▶ **EXERCISE DESCRIPTION**
In the data that follows, every line containing the word "JSON" should be returned.

▶ **TASK INPUTS**
+===+

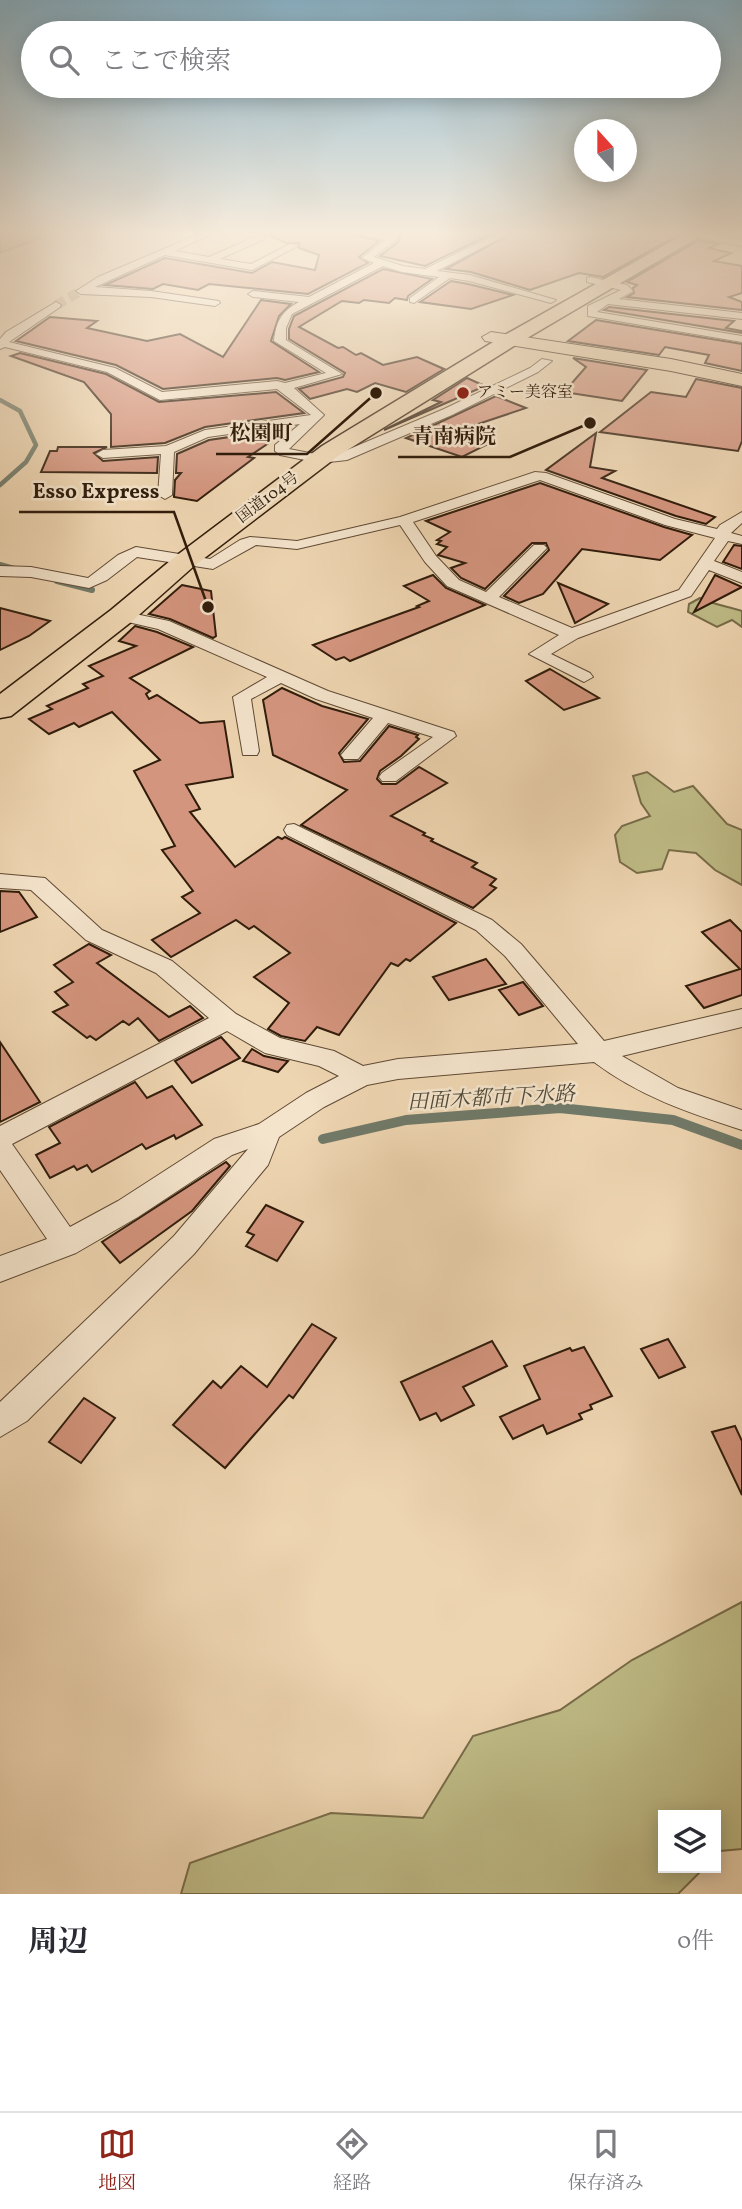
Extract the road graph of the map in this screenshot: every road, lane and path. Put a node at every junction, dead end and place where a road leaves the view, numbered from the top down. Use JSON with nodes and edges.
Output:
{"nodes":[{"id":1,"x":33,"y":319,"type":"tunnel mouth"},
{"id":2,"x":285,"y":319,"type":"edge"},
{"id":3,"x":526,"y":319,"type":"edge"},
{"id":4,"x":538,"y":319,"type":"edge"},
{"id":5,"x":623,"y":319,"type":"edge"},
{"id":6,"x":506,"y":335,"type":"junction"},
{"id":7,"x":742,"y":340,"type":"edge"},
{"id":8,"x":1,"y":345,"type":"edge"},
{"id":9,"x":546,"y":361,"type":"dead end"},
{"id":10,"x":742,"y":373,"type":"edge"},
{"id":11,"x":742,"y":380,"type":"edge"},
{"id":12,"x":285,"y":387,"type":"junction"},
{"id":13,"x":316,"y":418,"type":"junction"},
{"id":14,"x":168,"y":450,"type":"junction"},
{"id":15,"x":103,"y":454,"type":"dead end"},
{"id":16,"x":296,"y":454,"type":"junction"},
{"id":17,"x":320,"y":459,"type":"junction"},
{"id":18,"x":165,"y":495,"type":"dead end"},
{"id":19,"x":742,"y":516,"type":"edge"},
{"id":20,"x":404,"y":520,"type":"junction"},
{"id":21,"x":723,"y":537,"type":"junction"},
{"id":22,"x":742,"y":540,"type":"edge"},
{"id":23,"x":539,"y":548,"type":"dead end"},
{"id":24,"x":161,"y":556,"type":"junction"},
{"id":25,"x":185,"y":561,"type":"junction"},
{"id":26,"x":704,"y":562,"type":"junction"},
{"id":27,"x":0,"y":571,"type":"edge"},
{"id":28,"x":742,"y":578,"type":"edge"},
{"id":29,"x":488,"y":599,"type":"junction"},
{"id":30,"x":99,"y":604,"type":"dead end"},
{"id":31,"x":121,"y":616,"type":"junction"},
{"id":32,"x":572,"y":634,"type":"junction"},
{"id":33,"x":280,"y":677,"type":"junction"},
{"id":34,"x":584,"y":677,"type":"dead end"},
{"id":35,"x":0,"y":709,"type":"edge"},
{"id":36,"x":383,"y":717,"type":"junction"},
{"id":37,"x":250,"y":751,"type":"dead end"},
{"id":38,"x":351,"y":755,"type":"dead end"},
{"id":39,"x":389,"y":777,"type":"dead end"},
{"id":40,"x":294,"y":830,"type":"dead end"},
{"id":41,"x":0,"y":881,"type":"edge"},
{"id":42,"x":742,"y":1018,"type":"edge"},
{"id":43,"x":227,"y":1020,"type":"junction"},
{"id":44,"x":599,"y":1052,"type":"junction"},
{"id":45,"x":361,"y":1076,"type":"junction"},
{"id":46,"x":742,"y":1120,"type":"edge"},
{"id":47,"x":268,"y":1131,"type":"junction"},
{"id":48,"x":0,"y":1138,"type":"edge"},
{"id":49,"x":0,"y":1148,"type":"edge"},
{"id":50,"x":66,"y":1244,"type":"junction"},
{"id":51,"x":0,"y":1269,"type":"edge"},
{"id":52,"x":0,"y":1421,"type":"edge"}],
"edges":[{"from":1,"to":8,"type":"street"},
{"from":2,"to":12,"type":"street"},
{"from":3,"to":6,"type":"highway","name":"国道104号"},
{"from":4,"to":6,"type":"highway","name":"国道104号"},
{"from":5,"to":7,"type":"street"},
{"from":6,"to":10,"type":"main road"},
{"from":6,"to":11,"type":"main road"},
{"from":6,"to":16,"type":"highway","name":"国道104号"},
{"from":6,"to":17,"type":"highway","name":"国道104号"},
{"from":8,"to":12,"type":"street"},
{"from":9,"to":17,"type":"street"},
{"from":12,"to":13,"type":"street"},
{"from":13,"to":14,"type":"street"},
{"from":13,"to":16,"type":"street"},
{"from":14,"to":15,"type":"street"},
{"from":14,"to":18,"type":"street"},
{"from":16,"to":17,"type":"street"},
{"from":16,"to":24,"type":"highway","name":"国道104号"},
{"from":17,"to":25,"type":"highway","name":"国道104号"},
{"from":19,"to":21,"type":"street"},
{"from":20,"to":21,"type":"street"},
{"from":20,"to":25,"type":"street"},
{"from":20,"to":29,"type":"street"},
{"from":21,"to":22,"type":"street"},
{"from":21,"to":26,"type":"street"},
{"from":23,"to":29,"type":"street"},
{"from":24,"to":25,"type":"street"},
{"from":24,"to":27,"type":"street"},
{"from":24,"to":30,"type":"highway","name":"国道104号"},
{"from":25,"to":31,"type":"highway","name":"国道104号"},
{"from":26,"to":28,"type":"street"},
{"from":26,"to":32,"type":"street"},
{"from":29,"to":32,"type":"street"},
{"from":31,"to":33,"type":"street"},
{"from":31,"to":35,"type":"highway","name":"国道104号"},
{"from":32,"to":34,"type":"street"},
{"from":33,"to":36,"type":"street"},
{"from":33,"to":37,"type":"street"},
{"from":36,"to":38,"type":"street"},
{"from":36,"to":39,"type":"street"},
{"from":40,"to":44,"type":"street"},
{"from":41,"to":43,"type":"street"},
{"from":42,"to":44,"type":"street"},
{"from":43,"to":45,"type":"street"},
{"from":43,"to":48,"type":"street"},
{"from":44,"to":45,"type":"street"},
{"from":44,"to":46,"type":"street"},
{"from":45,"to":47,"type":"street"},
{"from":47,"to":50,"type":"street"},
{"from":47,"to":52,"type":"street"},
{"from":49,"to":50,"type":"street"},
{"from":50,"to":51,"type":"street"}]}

+===+

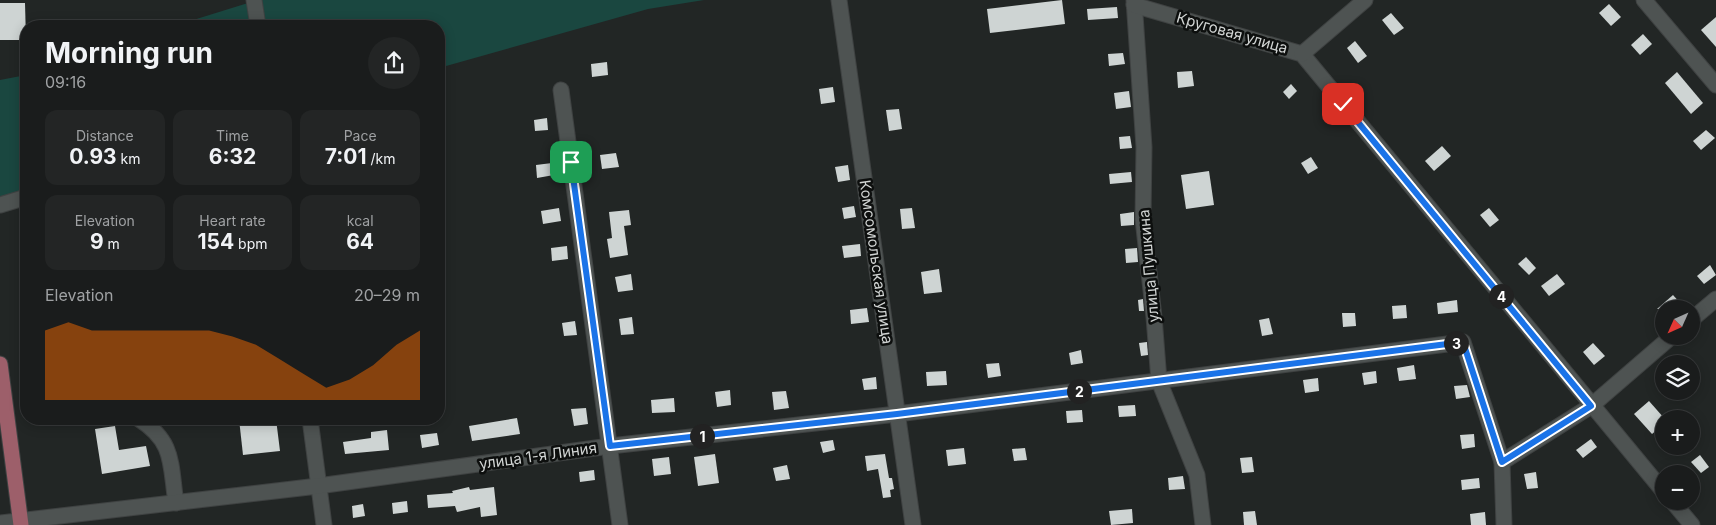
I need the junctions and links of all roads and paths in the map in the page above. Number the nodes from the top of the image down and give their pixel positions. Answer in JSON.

+===+

▶ **WRITTEN SOLUTION**
Extract the road graph of the map in this screenshot: every road, lane and path. Put a node at every junction, dead end and place where a road leaves the view, numbered from the top down. Use JSON with nodes and edges.
I need the junctions and links of all roads and paths in the map in the page above. Number the nodes from the top of the image down and give their pixel positions. Answer in JSON.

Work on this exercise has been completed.